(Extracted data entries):
*** Block opens ***
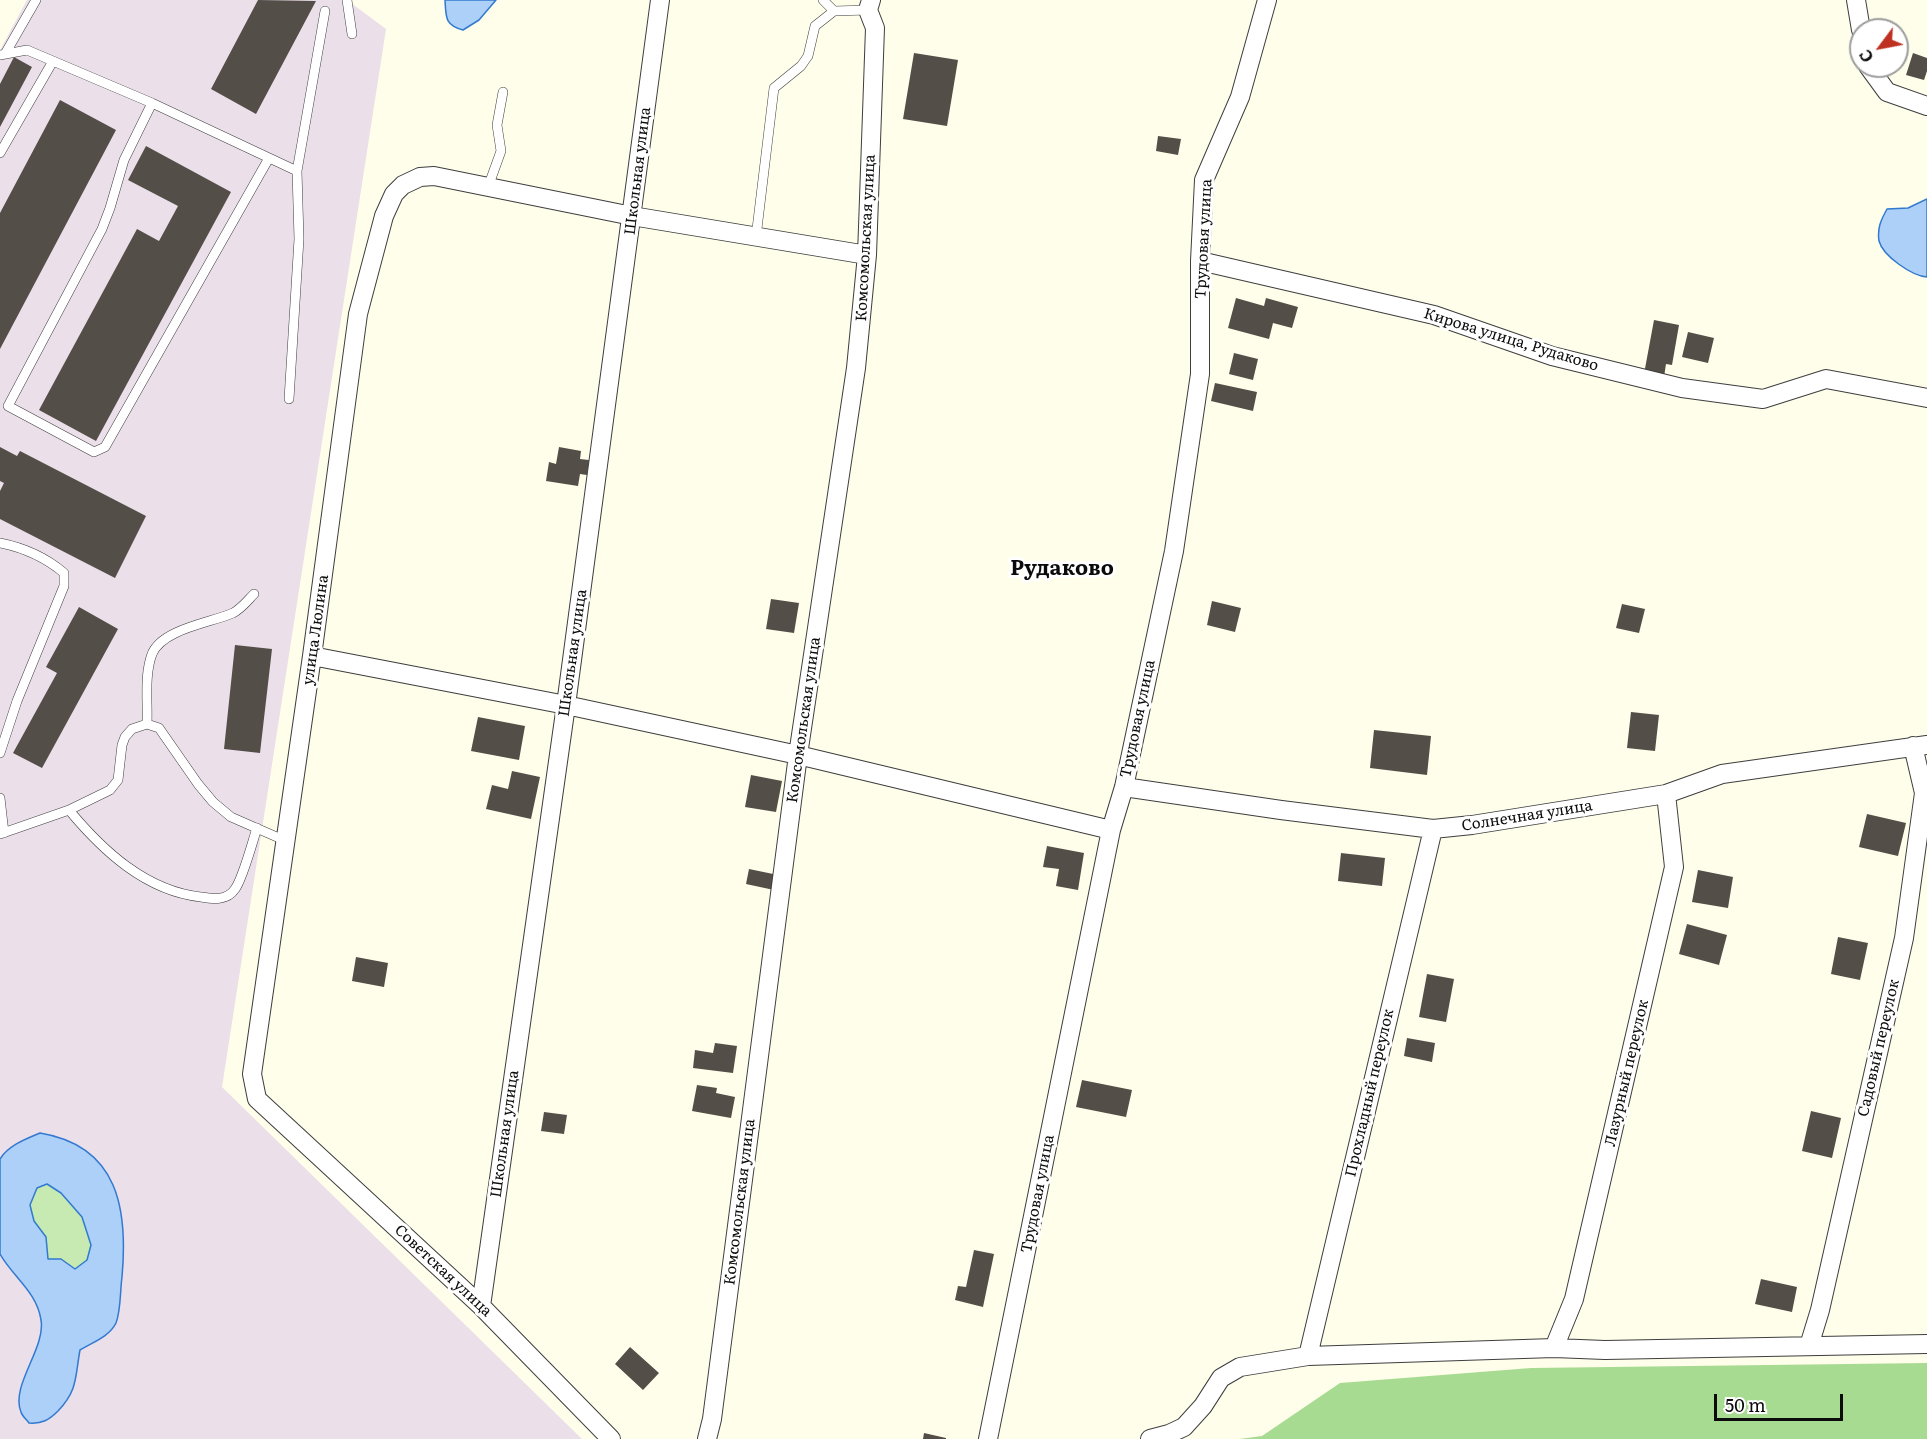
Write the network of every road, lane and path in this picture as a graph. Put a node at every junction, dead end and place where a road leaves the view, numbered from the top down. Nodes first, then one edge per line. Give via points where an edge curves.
1 (36, 0) edge
2 (347, 0) edge
3 (660, 0) edge
4 (823, 0) edge
5 (1267, 0) edge
6 (1856, 0) edge
7 (869, 5) edge
8 (325, 11) dead end
9 (834, 11) junction
10 (1859, 18) edge
11 (352, 34) dead end
12 (3, 55) edge
13 (52, 61) junction
14 (1877, 78) edge
15 (503, 92) dead end
16 (152, 103) junction
17 (1927, 106) edge
18 (0, 153) edge
19 (268, 158) junction
20 (297, 171) junction
21 (488, 187) junction
22 (632, 216) junction
23 (756, 237) junction
24 (867, 255) junction
25 (1200, 261) junction
26 (1927, 398) edge
27 (289, 399) dead end
28 (0, 543) edge
29 (254, 594) dead end
30 (312, 656) junction
31 (566, 705) junction
32 (147, 724) junction
33 (1920, 746) edge
34 (0, 753) edge
35 (798, 755) junction
36 (1124, 787) junction
37 (1666, 794) junction
38 (0, 798) edge
39 (69, 810) junction
40 (257, 828) junction
41 (1432, 829) junction
42 (1111, 830) junction
43 (2, 833) edge
44 (286, 841) junction
45 (268, 1109) joint
46 (481, 1306) junction
47 (1927, 1344) edge
48 (1809, 1346) junction
49 (1554, 1348) junction
50 (1308, 1356) junction
51 (611, 1439) edge
52 (707, 1439) edge
53 (988, 1439) edge
54 (1150, 1439) edge

1 - 12 lane
2 - 11 lane
3 - 22 street, Школьная улица
4 - 9 lane
5 - 25 street, Трудовая улица via 1240,97 1204,180
6 - 10 street
7 - 9 lane
7 - 24 street, Комсомольская улица via 875,28
8 - 20 lane
9 - 23 lane via 815,26 801,66 774,88
12 - 13 lane via 27,50
13 - 16 lane
13 - 18 lane
14 - 17 street via 1887,92
15 - 21 lane via 497,125 501,151
16 - 19 lane
16 - 19 lane via 124,160 102,229 8,406 94,452 105,447
19 - 20 lane
20 - 27 lane via 299,239
21 - 22 street
21 - 30 street, улица Люлина via 434,176 420,177 394,194 384,216 358,314
22 - 23 street
22 - 31 street, Школьная улица
23 - 24 street
24 - 35 street, Комсомольская улица via 856,368
25 - 26 street, Кирова улица, Рудаково via 1434,315 1552,356 1682,388 1763,399 1826,379
25 - 36 street, Трудовая улица via 1200,374 1174,551
28 - 34 lane via 46,559 64,573 64,586
29 - 32 lane via 236,612 177,631 153,652 147,675
30 - 31 street
30 - 44 street, улица Люлина
31 - 35 street
31 - 46 street, Школьная улица
32 - 39 lane via 132,729 125,737 114,786
32 - 40 lane via 159,728 213,802 231,817
33 - 37 street, Солнечная улица via 1722,774
33 - 48 street, Садовый переулок via 1924,793 1904,938
35 - 42 street
35 - 52 street, Комсомольская улица
36 - 41 street, Солнечная улица
36 - 42 street, Трудовая улица
37 - 41 street, Солнечная улица
37 - 49 street, Лазурный переулок via 1674,867 1574,1299
38 - 43 lane
39 - 40 lane via 91,836 134,871 159,886 215,899 226,897 235,889
39 - 43 lane
40 - 44 lane
41 - 50 street, Прохладный переулок
42 - 53 street, Трудовая улица
44 - 45 street, улица Люлина via 252,1074 256,1099
45 - 46 street, Советская улица
46 - 51 street, Советская улица
47 - 48 street
48 - 49 street
49 - 50 street
50 - 54 street via 1228,1372 1184,1427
*** Block closes ***
(WHAT YOU NEED TO DO):
Word for word, restate each line above, minus its pictures.

(RESULT BELOW):
Write the network of every road, lane and path in this picture as a graph. Put a node at every junction, dead end and place where a road leaves the view, numbered from the top down. Nodes first, then one edge per line. Give via points where an edge curves.
1 (36, 0) edge
2 (347, 0) edge
3 (660, 0) edge
4 (823, 0) edge
5 (1267, 0) edge
6 (1856, 0) edge
7 (869, 5) edge
8 (325, 11) dead end
9 (834, 11) junction
10 (1859, 18) edge
11 (352, 34) dead end
12 (3, 55) edge
13 (52, 61) junction
14 (1877, 78) edge
15 (503, 92) dead end
16 (152, 103) junction
17 (1927, 106) edge
18 (0, 153) edge
19 (268, 158) junction
20 (297, 171) junction
21 (488, 187) junction
22 (632, 216) junction
23 (756, 237) junction
24 (867, 255) junction
25 (1200, 261) junction
26 (1927, 398) edge
27 (289, 399) dead end
28 (0, 543) edge
29 (254, 594) dead end
30 (312, 656) junction
31 (566, 705) junction
32 (147, 724) junction
33 (1920, 746) edge
34 (0, 753) edge
35 (798, 755) junction
36 (1124, 787) junction
37 (1666, 794) junction
38 (0, 798) edge
39 (69, 810) junction
40 (257, 828) junction
41 (1432, 829) junction
42 (1111, 830) junction
43 (2, 833) edge
44 (286, 841) junction
45 (268, 1109) joint
46 (481, 1306) junction
47 (1927, 1344) edge
48 (1809, 1346) junction
49 (1554, 1348) junction
50 (1308, 1356) junction
51 (611, 1439) edge
52 (707, 1439) edge
53 (988, 1439) edge
54 (1150, 1439) edge

1 - 12 lane
2 - 11 lane
3 - 22 street, Школьная улица
4 - 9 lane
5 - 25 street, Трудовая улица via 1240,97 1204,180
6 - 10 street
7 - 9 lane
7 - 24 street, Комсомольская улица via 875,28
8 - 20 lane
9 - 23 lane via 815,26 801,66 774,88
12 - 13 lane via 27,50
13 - 16 lane
13 - 18 lane
14 - 17 street via 1887,92
15 - 21 lane via 497,125 501,151
16 - 19 lane
16 - 19 lane via 124,160 102,229 8,406 94,452 105,447
19 - 20 lane
20 - 27 lane via 299,239
21 - 22 street
21 - 30 street, улица Люлина via 434,176 420,177 394,194 384,216 358,314
22 - 23 street
22 - 31 street, Школьная улица
23 - 24 street
24 - 35 street, Комсомольская улица via 856,368
25 - 26 street, Кирова улица, Рудаково via 1434,315 1552,356 1682,388 1763,399 1826,379
25 - 36 street, Трудовая улица via 1200,374 1174,551
28 - 34 lane via 46,559 64,573 64,586
29 - 32 lane via 236,612 177,631 153,652 147,675
30 - 31 street
30 - 44 street, улица Люлина
31 - 35 street
31 - 46 street, Школьная улица
32 - 39 lane via 132,729 125,737 114,786
32 - 40 lane via 159,728 213,802 231,817
33 - 37 street, Солнечная улица via 1722,774
33 - 48 street, Садовый переулок via 1924,793 1904,938
35 - 42 street
35 - 52 street, Комсомольская улица
36 - 41 street, Солнечная улица
36 - 42 street, Трудовая улица
37 - 41 street, Солнечная улица
37 - 49 street, Лазурный переулок via 1674,867 1574,1299
38 - 43 lane
39 - 40 lane via 91,836 134,871 159,886 215,899 226,897 235,889
39 - 43 lane
40 - 44 lane
41 - 50 street, Прохладный переулок
42 - 53 street, Трудовая улица
44 - 45 street, улица Люлина via 252,1074 256,1099
45 - 46 street, Советская улица
46 - 51 street, Советская улица
47 - 48 street
48 - 49 street
49 - 50 street
50 - 54 street via 1228,1372 1184,1427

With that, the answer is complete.